Benson was more tight-lipped about air operations from Nzara Landing Zone in the Republic of South Sudan, the site of one of several shadowy forward operating posts (including another in Djema in the Central Africa Republic and a third in Dungu in the Democratic Republic of Congo) that have been used by US Special Operations forces. "We don't want Kony and his folks to know... what kind of planes to look out for," he said. It's no secret, however, that US air assets over Africa and its coastal waters include Predator, Global Hawk and Scan Eagle drones, MQ-8 unmanned helicopters, EP-3 Orion aircraft, Pilatus planes, and E-8 Joint Stars aircraft.
Last year, in its ever-expanding operations, AFRICOM planned 14 major joint-training exercises on the continent, including in Morocco, Uganda, Botswana, Lesotho, Senegal, and Nigeria.

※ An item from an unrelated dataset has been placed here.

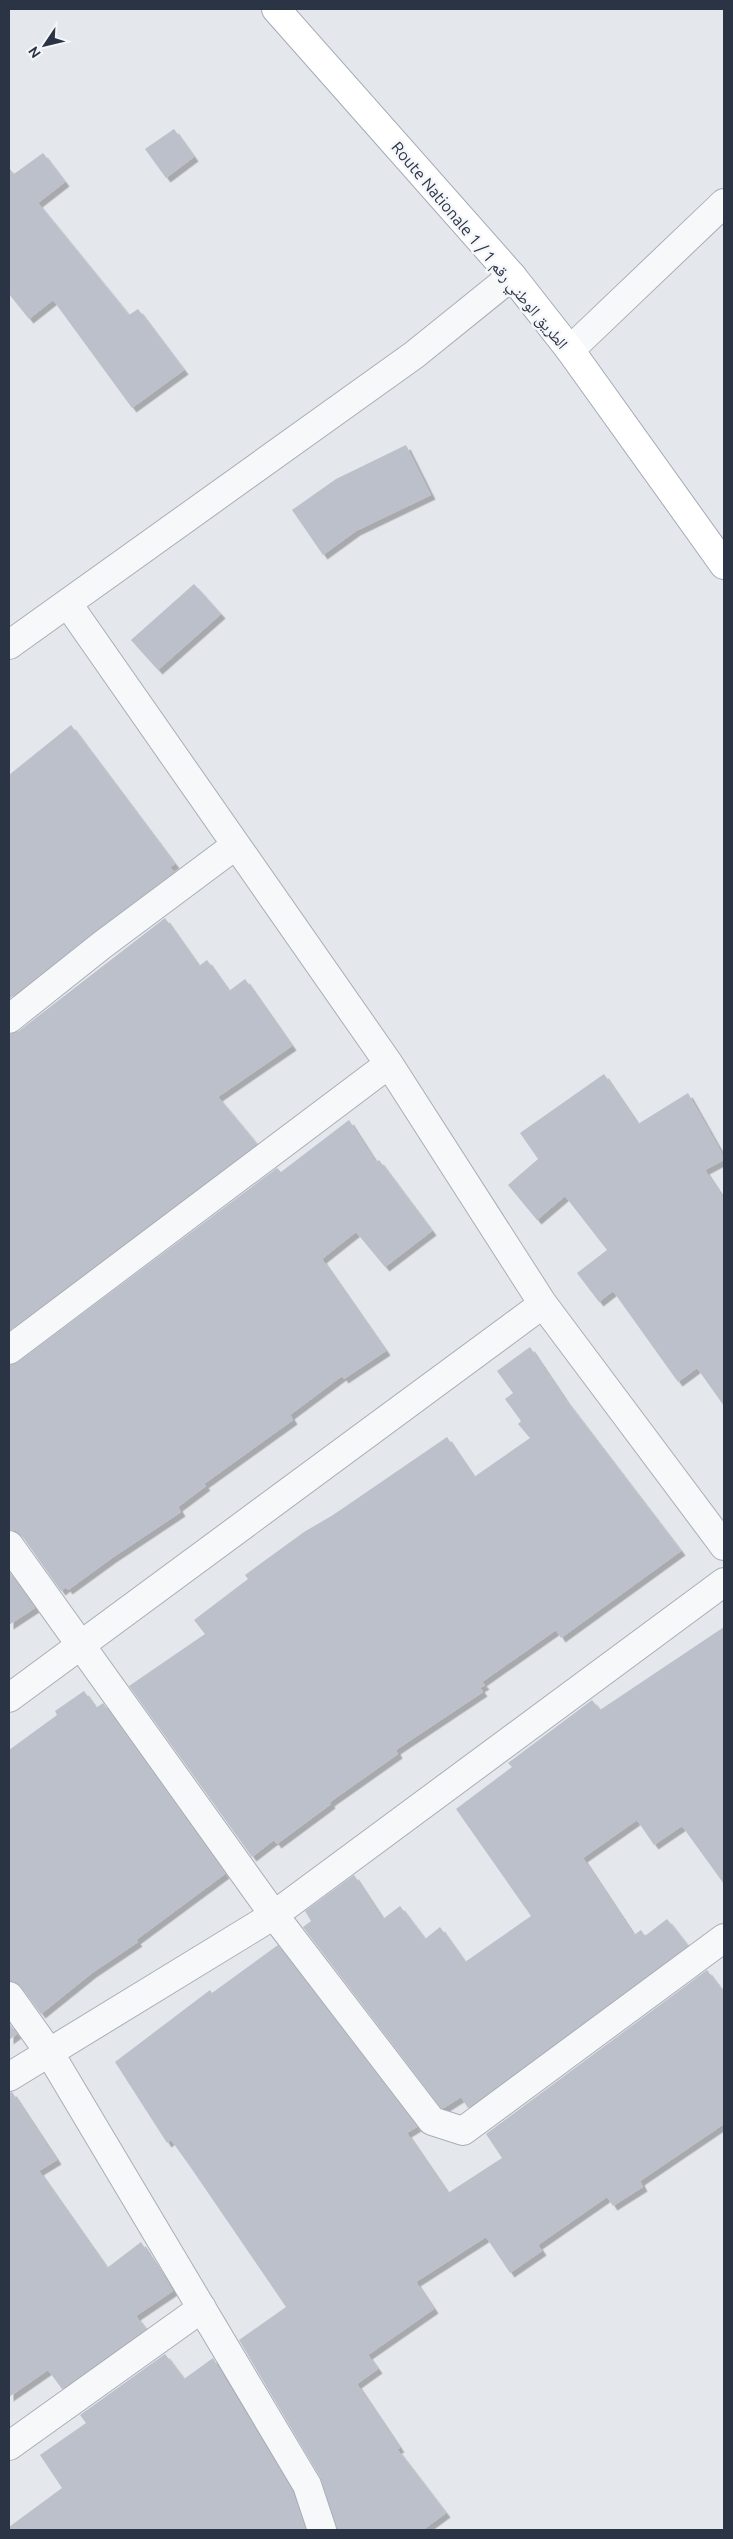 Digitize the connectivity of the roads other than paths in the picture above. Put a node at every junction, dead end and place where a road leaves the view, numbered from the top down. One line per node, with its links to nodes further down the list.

One of them, an annual event known as Atlas Accord, saw members of the US Special Forces travel to Mali to conduct training with local forces. "The participants were very attentive, and we were able to show them our tactics and see theirs as well," said Captain Bob Luther, a team leader with the 19th Special Forces Group.
The collapse of Mali
As the US-backed war in Libya was taking down Gaddafi, nomadic Tuareg fighters in his service looted the regime's extensive weapons caches, crossed the border into their native Mali, and began to take over the northern part of that country. Anger within the country's armed forces over the democratically elected government's ineffective response to the rebellion resulted in a military coup. It was led by Amadou Sanogo, an officer who had received extensive training in the US between 2004 and 2010 as part of the Pan-Sahel Initiative. Having overthrown Malian democracy, he and his fellow officers proved even less effective in dealing with events in the north.
With the country in turmoil, the Tuareg fighters declared an independent state. Soon, however, heavily-armed Islamist rebels from homegrown Ansar al-Dine as well as Al Qaeda in the Islamic Maghreb, Libya's Ansar al-Sharia, and Nigeria's Boko Haram, among others, pushed out the Tuaregs, took over much of the north, instituted a harsh brand of Shariah law, and created a humanitarian crisis that caused widespread suffering, sending refugees streaming from their homes.
These developments raised serious questions about the efficacy of US counterterrorism efforts. "This spectacular failure reveals that the US probably underestimated the complex socio-cultural peculiarities of the region, and misread the realities of the terrain," Berny Sebe, an expert on North and West Africa at the University of Birmingham in the United Kingdom, told me. "This led them to being grossly manipulated by local interests over which they had, in the end, very limited control."
Following a further series of Islamist victories and widespread atrocities, the French military intervened at the head of a coalition of Chadian, Nigerian, and other African troops, with support from the US and the British. The foreign-led forces beat back the Islamists, who then shifted from conventional to guerrilla tactics, including suicide bombings.
In April, after such an attack killed three Chadian soldiers, that country's president announced that his forces, long supported by the US through the Pan-Sahel Initiative, would withdraw from Mali. "Chad's army has no ability to face the kind of guerrilla fighting that is emerging," he said. In the meantime, the remnants of the US-backed Malian military fighting alongside the French were cited for gross human rights violations in their bid to retake control of their country.